### Requirement
Your response should reproduce every line of the entries that contains the word "переулок".

### Data for review

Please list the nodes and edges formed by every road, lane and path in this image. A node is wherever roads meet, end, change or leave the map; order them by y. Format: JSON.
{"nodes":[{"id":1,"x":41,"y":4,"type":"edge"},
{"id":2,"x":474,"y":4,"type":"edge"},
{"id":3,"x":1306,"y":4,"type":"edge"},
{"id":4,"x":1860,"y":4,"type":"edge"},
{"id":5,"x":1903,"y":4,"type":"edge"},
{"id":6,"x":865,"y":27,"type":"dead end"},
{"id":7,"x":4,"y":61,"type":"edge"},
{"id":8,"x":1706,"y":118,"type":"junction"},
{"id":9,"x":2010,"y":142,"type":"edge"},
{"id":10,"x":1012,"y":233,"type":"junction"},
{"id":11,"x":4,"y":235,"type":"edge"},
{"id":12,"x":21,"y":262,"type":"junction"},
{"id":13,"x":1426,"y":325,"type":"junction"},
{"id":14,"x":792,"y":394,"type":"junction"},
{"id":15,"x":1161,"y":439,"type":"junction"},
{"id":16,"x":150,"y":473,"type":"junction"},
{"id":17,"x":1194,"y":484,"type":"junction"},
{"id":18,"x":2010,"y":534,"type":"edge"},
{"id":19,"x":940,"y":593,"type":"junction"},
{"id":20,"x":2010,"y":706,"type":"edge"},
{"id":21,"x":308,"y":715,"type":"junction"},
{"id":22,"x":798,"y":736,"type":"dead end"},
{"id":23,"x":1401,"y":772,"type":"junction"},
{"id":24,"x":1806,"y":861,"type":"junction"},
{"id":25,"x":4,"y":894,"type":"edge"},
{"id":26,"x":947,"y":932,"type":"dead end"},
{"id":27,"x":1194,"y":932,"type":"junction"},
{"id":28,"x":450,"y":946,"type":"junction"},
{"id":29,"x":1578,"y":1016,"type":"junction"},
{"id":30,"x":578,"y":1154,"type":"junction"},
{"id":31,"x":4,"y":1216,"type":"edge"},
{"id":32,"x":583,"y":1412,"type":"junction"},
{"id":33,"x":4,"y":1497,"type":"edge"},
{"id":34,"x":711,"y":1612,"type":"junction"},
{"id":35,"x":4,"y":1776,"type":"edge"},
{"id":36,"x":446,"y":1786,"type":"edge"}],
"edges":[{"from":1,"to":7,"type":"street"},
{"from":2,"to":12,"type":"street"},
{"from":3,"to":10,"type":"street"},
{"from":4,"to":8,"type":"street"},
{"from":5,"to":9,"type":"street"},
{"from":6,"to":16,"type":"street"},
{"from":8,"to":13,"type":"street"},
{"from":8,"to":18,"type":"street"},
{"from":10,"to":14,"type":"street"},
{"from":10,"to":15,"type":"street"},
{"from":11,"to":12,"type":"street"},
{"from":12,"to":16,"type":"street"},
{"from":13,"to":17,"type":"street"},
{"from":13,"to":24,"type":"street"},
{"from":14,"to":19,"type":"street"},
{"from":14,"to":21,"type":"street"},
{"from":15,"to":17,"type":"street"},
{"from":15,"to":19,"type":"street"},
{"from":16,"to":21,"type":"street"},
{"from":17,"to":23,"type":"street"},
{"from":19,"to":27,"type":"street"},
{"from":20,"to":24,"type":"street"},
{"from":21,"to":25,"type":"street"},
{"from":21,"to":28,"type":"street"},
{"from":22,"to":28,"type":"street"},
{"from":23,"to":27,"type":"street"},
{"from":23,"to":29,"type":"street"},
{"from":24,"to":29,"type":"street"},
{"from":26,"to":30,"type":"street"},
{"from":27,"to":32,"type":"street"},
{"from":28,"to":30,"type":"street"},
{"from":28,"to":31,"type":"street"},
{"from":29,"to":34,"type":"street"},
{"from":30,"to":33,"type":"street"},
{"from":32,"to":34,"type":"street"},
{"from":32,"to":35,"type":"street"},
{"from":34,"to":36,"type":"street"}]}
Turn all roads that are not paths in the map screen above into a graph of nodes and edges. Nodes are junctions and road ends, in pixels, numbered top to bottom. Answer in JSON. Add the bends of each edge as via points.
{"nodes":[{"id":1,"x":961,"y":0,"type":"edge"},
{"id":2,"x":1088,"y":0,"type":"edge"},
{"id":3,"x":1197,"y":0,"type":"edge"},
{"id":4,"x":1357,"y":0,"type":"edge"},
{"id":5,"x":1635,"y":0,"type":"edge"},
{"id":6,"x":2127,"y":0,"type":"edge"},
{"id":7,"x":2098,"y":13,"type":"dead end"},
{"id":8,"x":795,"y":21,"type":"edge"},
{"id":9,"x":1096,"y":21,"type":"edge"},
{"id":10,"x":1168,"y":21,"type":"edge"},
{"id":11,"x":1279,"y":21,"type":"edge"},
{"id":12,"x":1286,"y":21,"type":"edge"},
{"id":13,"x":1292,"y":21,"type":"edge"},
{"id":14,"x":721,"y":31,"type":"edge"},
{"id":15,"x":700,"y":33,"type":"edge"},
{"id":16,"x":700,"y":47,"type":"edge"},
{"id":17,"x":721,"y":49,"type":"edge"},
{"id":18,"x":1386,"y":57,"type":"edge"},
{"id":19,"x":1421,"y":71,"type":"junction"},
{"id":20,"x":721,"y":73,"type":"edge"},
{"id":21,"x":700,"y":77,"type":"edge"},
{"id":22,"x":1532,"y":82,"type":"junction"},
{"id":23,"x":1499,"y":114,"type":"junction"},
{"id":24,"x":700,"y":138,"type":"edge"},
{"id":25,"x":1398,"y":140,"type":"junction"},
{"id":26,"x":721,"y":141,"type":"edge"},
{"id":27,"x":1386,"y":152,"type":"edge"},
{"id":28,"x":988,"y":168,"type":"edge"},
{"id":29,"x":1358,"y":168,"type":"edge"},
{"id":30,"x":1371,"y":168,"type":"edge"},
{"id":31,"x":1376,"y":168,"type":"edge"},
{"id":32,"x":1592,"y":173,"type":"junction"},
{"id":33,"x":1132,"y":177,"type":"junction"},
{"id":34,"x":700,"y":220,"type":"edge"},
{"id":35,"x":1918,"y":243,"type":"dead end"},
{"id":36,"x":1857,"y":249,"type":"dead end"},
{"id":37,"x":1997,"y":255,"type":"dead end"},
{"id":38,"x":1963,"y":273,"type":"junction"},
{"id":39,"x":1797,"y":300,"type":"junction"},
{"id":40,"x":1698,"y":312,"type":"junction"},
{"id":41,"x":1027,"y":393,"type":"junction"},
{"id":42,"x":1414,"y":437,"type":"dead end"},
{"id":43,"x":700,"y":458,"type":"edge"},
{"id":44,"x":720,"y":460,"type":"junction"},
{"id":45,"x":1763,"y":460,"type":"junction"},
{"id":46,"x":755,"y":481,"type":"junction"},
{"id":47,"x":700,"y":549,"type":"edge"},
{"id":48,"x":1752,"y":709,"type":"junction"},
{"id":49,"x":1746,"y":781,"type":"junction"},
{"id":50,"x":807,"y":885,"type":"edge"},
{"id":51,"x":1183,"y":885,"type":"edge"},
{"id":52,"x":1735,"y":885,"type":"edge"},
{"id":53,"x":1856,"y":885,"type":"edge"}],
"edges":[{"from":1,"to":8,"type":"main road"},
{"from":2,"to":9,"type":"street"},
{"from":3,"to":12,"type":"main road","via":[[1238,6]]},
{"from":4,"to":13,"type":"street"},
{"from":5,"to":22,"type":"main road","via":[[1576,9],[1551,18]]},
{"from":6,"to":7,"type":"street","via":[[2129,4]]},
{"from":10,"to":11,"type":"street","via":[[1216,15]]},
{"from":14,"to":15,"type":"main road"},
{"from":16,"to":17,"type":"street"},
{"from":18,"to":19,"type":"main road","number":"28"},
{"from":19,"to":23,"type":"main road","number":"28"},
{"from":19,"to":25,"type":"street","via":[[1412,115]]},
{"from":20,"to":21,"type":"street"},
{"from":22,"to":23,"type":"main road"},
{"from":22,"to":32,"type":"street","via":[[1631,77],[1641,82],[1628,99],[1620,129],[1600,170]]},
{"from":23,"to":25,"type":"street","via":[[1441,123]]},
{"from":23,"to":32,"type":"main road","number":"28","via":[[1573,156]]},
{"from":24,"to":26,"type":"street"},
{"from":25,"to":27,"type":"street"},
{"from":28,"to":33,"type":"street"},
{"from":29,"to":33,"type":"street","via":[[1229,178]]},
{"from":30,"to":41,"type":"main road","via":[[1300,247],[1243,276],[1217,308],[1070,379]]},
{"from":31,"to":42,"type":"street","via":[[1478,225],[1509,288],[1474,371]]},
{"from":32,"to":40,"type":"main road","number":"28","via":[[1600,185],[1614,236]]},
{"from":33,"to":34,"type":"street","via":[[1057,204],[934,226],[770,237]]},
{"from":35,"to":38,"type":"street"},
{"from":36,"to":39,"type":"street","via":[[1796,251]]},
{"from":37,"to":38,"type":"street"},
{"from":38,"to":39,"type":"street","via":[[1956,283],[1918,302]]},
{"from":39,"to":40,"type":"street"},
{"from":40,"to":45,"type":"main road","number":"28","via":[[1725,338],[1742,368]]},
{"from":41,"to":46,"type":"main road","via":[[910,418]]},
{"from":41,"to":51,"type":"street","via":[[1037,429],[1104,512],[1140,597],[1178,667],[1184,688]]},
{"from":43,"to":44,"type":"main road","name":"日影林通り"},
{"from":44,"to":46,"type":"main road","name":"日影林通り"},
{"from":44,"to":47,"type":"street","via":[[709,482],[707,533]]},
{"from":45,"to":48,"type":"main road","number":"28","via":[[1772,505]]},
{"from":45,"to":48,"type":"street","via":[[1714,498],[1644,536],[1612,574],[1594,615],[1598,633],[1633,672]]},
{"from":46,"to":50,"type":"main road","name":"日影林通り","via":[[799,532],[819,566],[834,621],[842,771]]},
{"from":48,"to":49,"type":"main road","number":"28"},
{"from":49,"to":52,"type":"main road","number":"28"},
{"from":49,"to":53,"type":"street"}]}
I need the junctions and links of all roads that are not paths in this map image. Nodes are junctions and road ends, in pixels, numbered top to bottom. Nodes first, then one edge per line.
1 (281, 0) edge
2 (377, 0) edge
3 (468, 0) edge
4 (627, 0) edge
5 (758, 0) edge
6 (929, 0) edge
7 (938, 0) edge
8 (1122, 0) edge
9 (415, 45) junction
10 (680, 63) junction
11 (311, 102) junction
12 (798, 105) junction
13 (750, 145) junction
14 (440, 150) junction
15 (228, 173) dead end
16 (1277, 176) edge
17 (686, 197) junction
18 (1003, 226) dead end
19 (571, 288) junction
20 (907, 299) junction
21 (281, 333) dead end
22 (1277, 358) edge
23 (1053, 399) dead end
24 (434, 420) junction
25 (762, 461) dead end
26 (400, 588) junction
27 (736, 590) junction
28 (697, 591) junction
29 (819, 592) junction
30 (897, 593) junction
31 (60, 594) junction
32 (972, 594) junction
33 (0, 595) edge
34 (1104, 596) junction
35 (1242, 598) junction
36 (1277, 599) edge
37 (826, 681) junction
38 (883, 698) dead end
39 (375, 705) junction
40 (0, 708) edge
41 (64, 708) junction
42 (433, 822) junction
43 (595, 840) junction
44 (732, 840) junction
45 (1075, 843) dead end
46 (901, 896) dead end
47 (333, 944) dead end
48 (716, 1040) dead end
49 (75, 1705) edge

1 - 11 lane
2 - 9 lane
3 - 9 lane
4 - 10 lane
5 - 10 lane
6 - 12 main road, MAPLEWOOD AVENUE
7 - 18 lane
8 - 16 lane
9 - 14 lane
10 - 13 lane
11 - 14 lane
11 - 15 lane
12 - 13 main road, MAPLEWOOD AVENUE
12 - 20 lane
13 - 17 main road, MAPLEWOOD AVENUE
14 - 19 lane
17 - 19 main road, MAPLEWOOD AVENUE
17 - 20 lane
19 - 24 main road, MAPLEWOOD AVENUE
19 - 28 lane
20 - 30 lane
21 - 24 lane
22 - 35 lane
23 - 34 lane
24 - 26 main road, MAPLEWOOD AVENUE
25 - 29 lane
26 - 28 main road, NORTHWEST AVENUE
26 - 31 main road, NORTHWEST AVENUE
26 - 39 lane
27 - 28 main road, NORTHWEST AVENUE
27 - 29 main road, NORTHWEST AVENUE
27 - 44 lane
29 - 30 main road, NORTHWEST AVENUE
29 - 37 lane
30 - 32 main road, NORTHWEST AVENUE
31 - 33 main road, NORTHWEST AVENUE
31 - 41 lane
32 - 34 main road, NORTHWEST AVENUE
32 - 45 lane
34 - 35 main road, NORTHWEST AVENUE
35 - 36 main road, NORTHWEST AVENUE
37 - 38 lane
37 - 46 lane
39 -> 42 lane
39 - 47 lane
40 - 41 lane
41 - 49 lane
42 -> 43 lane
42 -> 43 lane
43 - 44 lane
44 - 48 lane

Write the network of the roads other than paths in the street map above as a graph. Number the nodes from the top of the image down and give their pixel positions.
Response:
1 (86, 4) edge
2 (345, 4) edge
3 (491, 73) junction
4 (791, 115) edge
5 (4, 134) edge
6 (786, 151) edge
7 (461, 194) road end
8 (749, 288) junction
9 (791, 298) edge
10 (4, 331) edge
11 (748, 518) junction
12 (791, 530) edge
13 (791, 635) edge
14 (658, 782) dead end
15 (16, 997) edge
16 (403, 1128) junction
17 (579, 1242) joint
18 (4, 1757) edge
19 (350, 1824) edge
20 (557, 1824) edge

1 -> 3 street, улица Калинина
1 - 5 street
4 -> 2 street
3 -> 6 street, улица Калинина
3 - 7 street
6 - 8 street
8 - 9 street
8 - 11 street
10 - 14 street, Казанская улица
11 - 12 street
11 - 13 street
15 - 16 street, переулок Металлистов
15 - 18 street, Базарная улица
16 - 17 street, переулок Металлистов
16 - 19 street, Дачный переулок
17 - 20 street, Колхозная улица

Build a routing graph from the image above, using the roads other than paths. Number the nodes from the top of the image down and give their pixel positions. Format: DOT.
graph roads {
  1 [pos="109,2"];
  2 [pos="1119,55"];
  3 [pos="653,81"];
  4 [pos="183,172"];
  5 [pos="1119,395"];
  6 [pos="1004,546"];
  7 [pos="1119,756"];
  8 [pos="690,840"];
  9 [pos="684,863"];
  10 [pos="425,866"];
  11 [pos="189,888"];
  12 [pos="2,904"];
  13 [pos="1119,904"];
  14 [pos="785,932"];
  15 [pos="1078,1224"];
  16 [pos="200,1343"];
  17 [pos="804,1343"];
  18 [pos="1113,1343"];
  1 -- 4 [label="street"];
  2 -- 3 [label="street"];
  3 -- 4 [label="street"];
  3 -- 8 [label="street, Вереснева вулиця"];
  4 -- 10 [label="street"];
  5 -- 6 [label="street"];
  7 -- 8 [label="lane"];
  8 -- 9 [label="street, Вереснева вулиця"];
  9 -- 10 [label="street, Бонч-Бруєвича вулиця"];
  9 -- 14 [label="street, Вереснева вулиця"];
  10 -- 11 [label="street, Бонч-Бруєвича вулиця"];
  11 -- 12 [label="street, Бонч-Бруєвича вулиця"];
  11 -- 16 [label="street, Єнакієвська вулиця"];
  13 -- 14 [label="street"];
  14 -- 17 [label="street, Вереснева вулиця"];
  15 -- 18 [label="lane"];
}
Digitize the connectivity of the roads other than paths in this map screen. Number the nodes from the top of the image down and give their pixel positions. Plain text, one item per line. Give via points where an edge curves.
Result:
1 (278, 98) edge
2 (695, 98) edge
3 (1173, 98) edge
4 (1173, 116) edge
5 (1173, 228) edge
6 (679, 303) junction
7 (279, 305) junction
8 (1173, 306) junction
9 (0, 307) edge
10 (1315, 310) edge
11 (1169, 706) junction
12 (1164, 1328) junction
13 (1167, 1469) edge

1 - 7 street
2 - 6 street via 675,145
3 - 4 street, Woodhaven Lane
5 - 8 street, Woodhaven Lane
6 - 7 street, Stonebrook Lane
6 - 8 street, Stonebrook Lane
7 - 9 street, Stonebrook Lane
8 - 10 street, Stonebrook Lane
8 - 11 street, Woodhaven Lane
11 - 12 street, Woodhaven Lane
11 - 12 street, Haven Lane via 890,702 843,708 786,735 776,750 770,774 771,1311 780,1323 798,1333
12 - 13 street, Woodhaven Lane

### Exercise output
15 - 16 street, переулок Металлистов
16 - 17 street, переулок Металлистов
16 - 19 street, Дачный переулок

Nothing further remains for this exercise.